■ Requirement ■
The records below must be output exactly, with no images carried over.

■ Given records ■
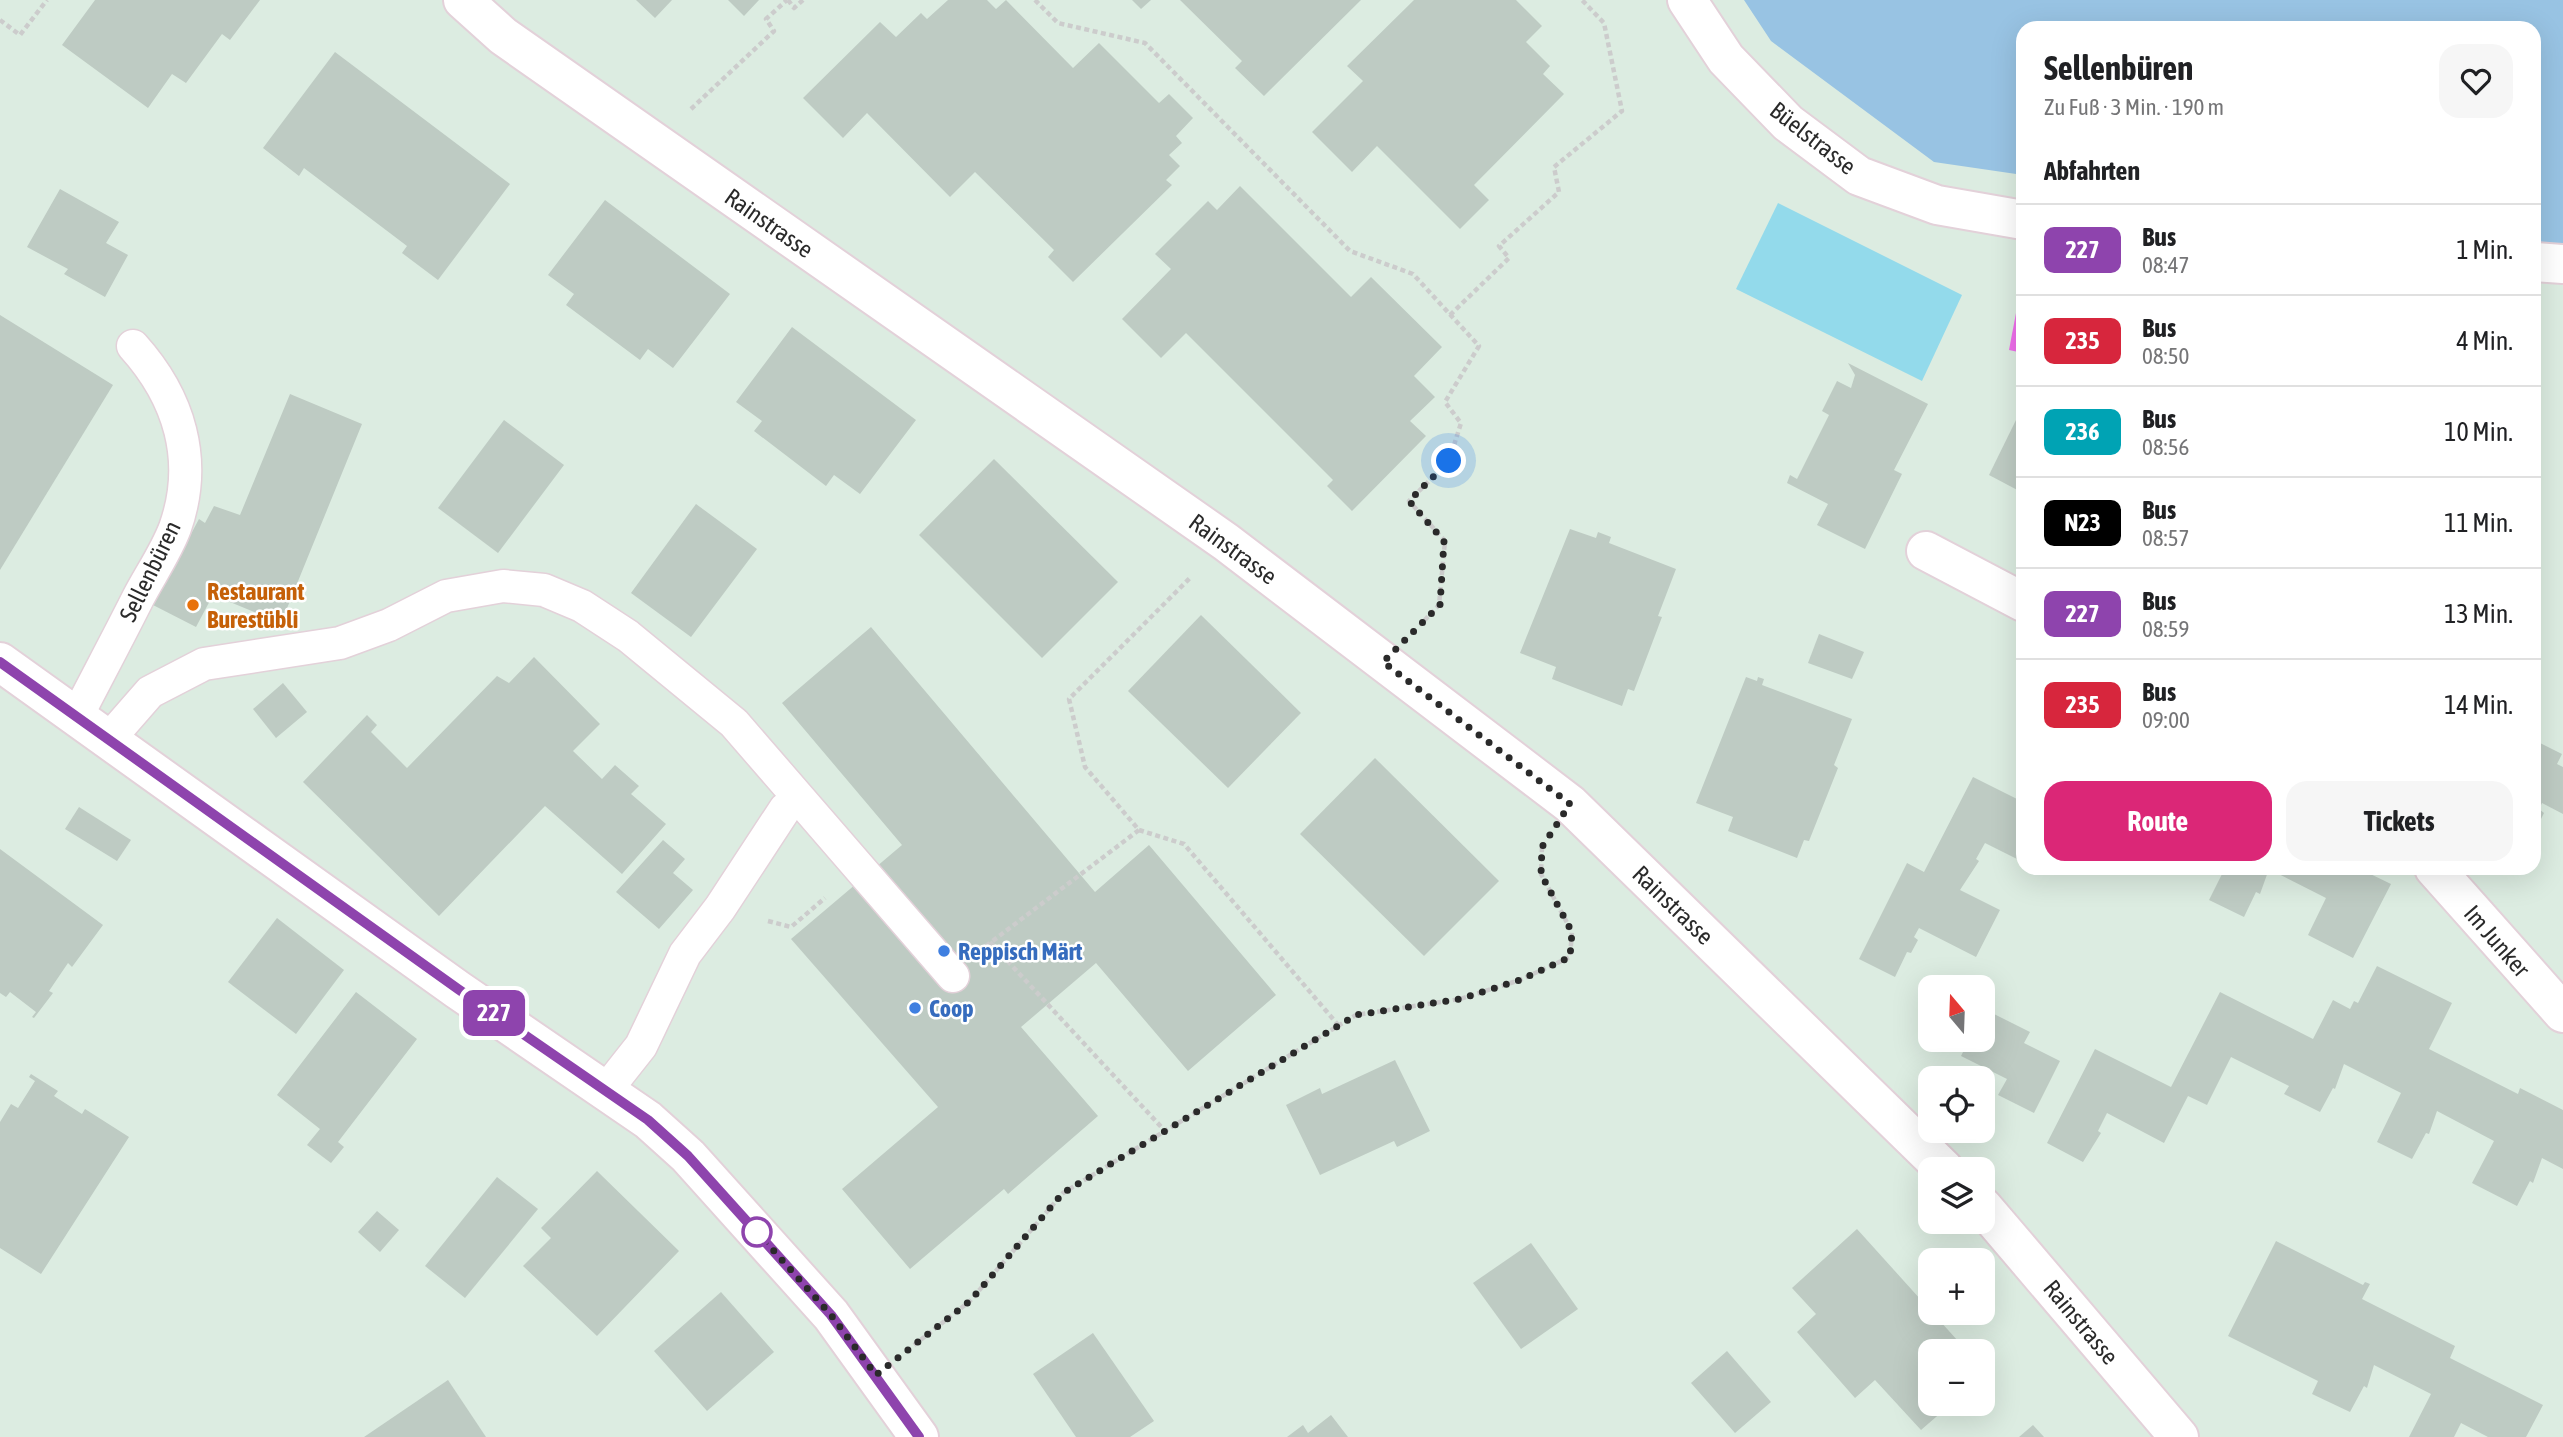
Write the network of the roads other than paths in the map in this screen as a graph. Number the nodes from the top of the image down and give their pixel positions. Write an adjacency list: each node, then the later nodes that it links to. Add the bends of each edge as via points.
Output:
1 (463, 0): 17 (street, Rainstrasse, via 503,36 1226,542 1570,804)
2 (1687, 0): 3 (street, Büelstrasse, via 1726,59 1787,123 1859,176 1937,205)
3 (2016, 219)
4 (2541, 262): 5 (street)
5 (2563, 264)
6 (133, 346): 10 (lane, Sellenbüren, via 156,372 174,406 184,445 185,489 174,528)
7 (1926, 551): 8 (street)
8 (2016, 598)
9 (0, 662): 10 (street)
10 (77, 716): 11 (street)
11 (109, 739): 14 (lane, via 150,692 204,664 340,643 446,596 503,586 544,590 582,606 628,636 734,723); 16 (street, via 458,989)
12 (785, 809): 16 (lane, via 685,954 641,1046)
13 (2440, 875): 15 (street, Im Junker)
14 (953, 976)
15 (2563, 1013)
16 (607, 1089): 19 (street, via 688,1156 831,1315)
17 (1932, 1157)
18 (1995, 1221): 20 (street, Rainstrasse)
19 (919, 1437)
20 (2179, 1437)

■ Your response ■
Write the network of the roads other than paths in the map in this screen as a graph. Number the nodes from the top of the image down and give their pixel positions. Write an adjacency list: each node, then the later nodes that it links to. Add the bends of each edge as via points.
Output:
1 (463, 0): 17 (street, Rainstrasse, via 503,36 1226,542 1570,804)
2 (1687, 0): 3 (street, Büelstrasse, via 1726,59 1787,123 1859,176 1937,205)
3 (2016, 219)
4 (2541, 262): 5 (street)
5 (2563, 264)
6 (133, 346): 10 (lane, Sellenbüren, via 156,372 174,406 184,445 185,489 174,528)
7 (1926, 551): 8 (street)
8 (2016, 598)
9 (0, 662): 10 (street)
10 (77, 716): 11 (street)
11 (109, 739): 14 (lane, via 150,692 204,664 340,643 446,596 503,586 544,590 582,606 628,636 734,723); 16 (street, via 458,989)
12 (785, 809): 16 (lane, via 685,954 641,1046)
13 (2440, 875): 15 (street, Im Junker)
14 (953, 976)
15 (2563, 1013)
16 (607, 1089): 19 (street, via 688,1156 831,1315)
17 (1932, 1157)
18 (1995, 1221): 20 (street, Rainstrasse)
19 (919, 1437)
20 (2179, 1437)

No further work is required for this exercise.